Esses são apenas alguns exemplos de diversos temas abordados, que se expressam naturalmente e em momentos muito exatos, sabendo que a base de toda essas complexas relações se resumem na posse e remuneração: recebe-se para obedecer, e usufrui-se daquilo que se pode ter. Regras, limites e as noções arbitrárias que os envolvem.

Por essas e outras que este filme não somente é um dos mais importantes nos últimos anos, mas de completa relevância, fugindo da zona de conforto que o cinema nacional encontrou e que nos faz relembrar de como nossas produções são muito bem apreciadas quando isso acontece.

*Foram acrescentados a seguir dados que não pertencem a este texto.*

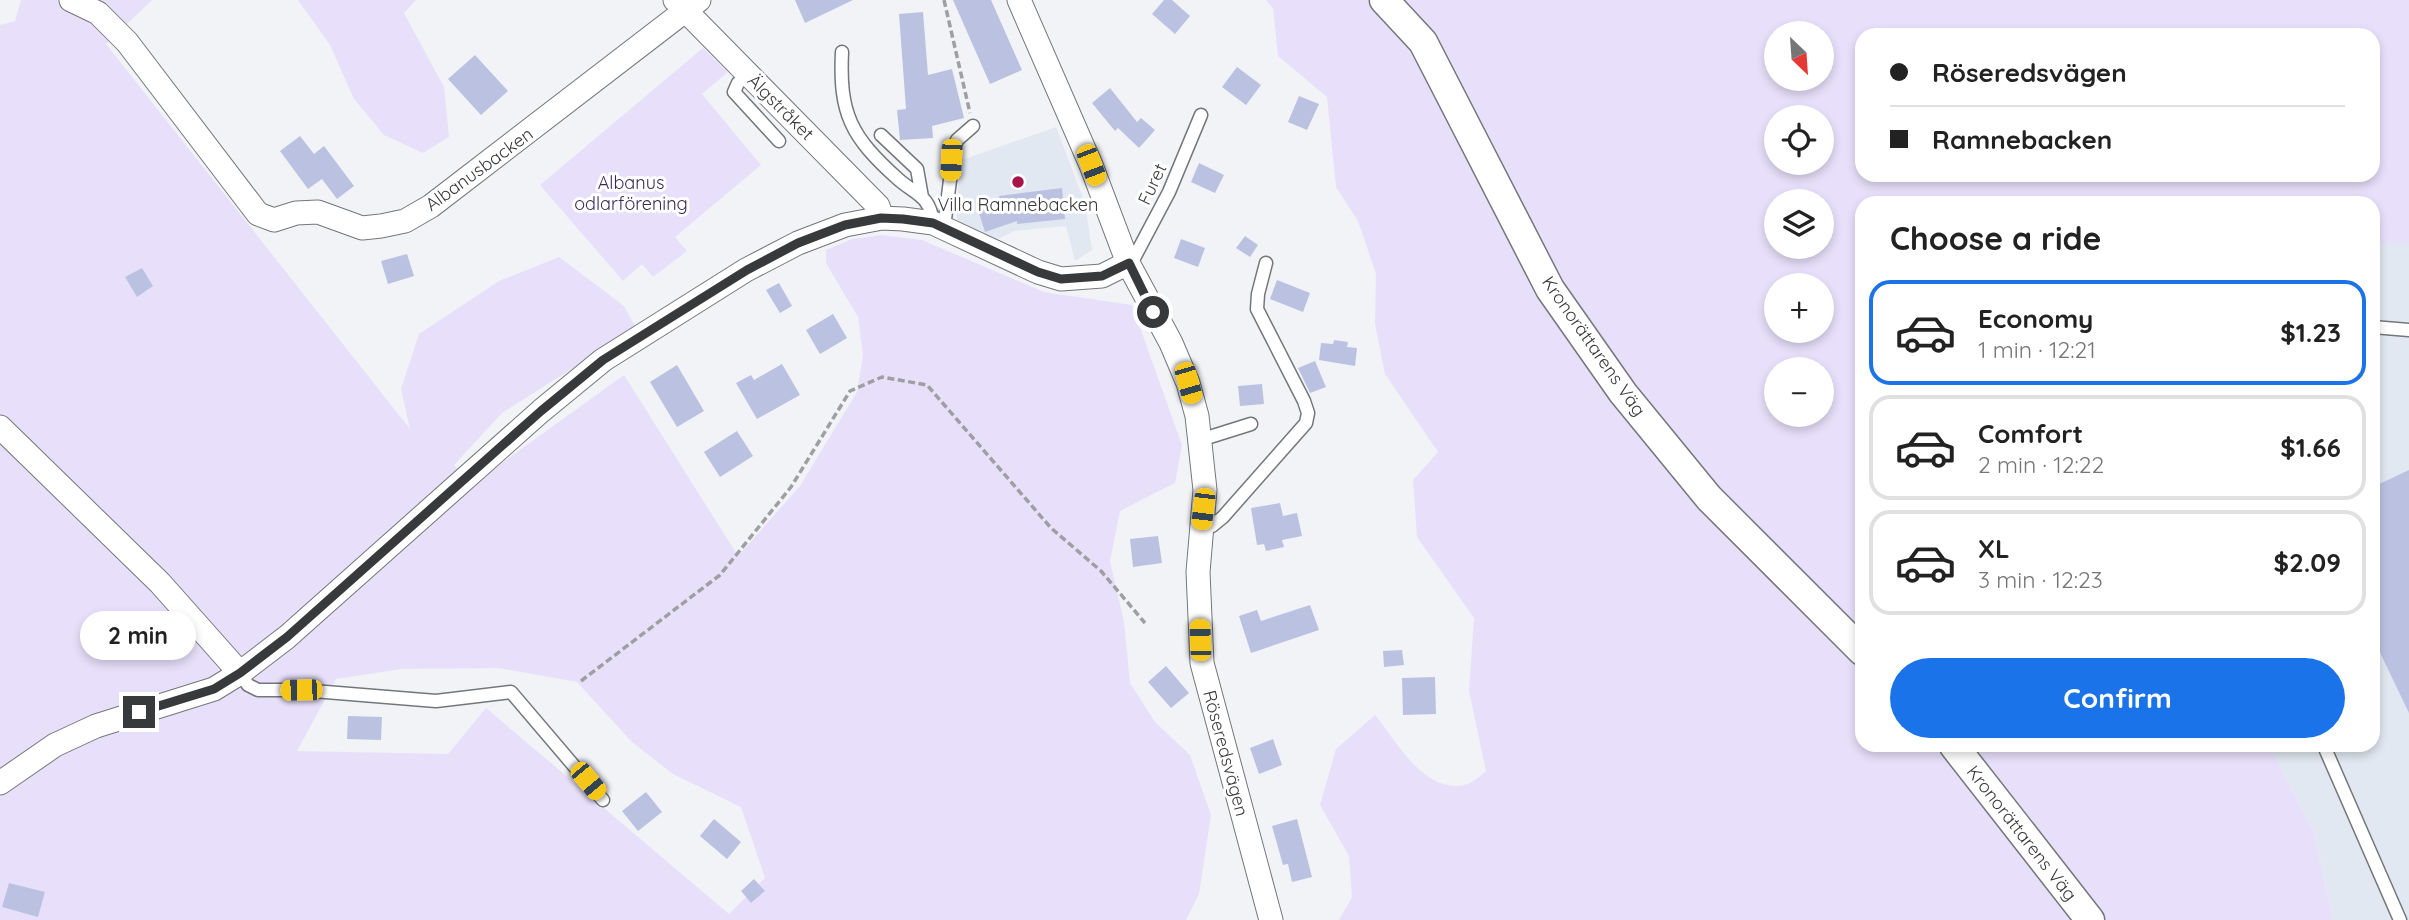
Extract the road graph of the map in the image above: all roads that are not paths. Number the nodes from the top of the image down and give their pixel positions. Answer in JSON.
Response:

Não é um drama pesado, de fazer as pessoas debulharem em lágrimas porque não é sentimentalista, muito embora haja uma cena ou outra que acaba nos atingindo com exatidão. Também não entra em detalhes sobre o passado das protagonistas, mas nos dá ferramentas para construí-los de maneira bastante coerente. Como dito, tudo é abordado de forma natural, onde uma causa traz consequências, que trazem outras consequências e assim por diante, até chegar o momento de decisão no meio de tantos pontos de vista distintos. O ápice da história é o denominador comum encontrado por Val e Jéssica, além de também motivadora, como uma oportunidade de consertar os erros do passado e impedir que os mesmos sejam repetidos no futuro.

Merecidamente o filme foi selecionado para representar o Brasil na votação dos finalistas para o Oscar, além de ter ficado entre os cinco melhores filmes estrangeiros na National Board Of Review. Regina Casé também venceu o prêmio de Melhor Atriz em Cannes na categoria mundial e Anna Muylaert venceu por unanimidade o prêmio Panorama no Festival de Berlim.

CONCLUSÃO...
Muylaert nos insere na vida de Val com sutileza, naturalidade e realismo, desenvolvendo sérios conflitos e também discutindo diferentes problemáticas que se agregam no desenvolver da história, transformando o filme em uma das mais importantes e relevantes produções nacionais nos últimos anos, no qual Regina Casé brilha em todos os sentidos, fazendo da personagem alguém tão cativante e real que temos a impressão de conhece-la há anos.